▶ [TASK DETAILS]:
An exact copy of every record, with no pictures, please.

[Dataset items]
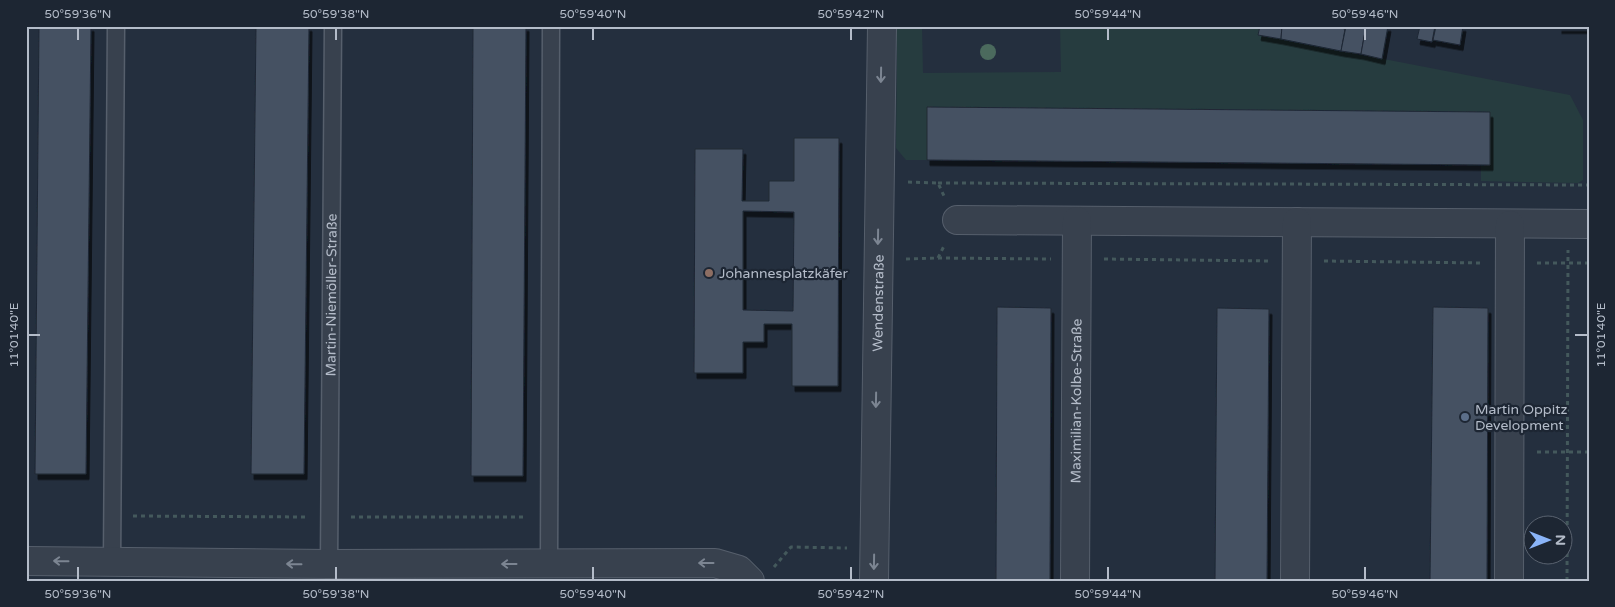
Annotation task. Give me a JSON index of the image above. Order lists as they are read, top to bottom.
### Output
{
  "streets": {
    "street": ["Wendenstraße", "Maximilian-Kolbe-Straße"],
    "lane": ["Martin-Niemöller-Straße"]
  },
  "one_way": ["Wendenstraße"],
  "places": ["Johannesplatzkäfer", "Martin Oppitz Development"],
  "north": "right",
  "coordinates": [
    "50°59'36\"N",
    "50°59'38\"N",
    "50°59'40\"N",
    "50°59'42\"N",
    "50°59'44\"N",
    "50°59'46\"N",
    "11°01'40\"E"
  ]
}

▶ [RESPONSE BOX]:
Annotation task. Give me a JSON index of the image above. Order lists as they are read, top to bottom.
### Output
{
  "streets": {
    "street": ["Wendenstraße", "Maximilian-Kolbe-Straße"],
    "lane": ["Martin-Niemöller-Straße"]
  },
  "one_way": ["Wendenstraße"],
  "places": ["Johannesplatzkäfer", "Martin Oppitz Development"],
  "north": "right",
  "coordinates": [
    "50°59'36\"N",
    "50°59'38\"N",
    "50°59'40\"N",
    "50°59'42\"N",
    "50°59'44\"N",
    "50°59'46\"N",
    "11°01'40\"E"
  ]
}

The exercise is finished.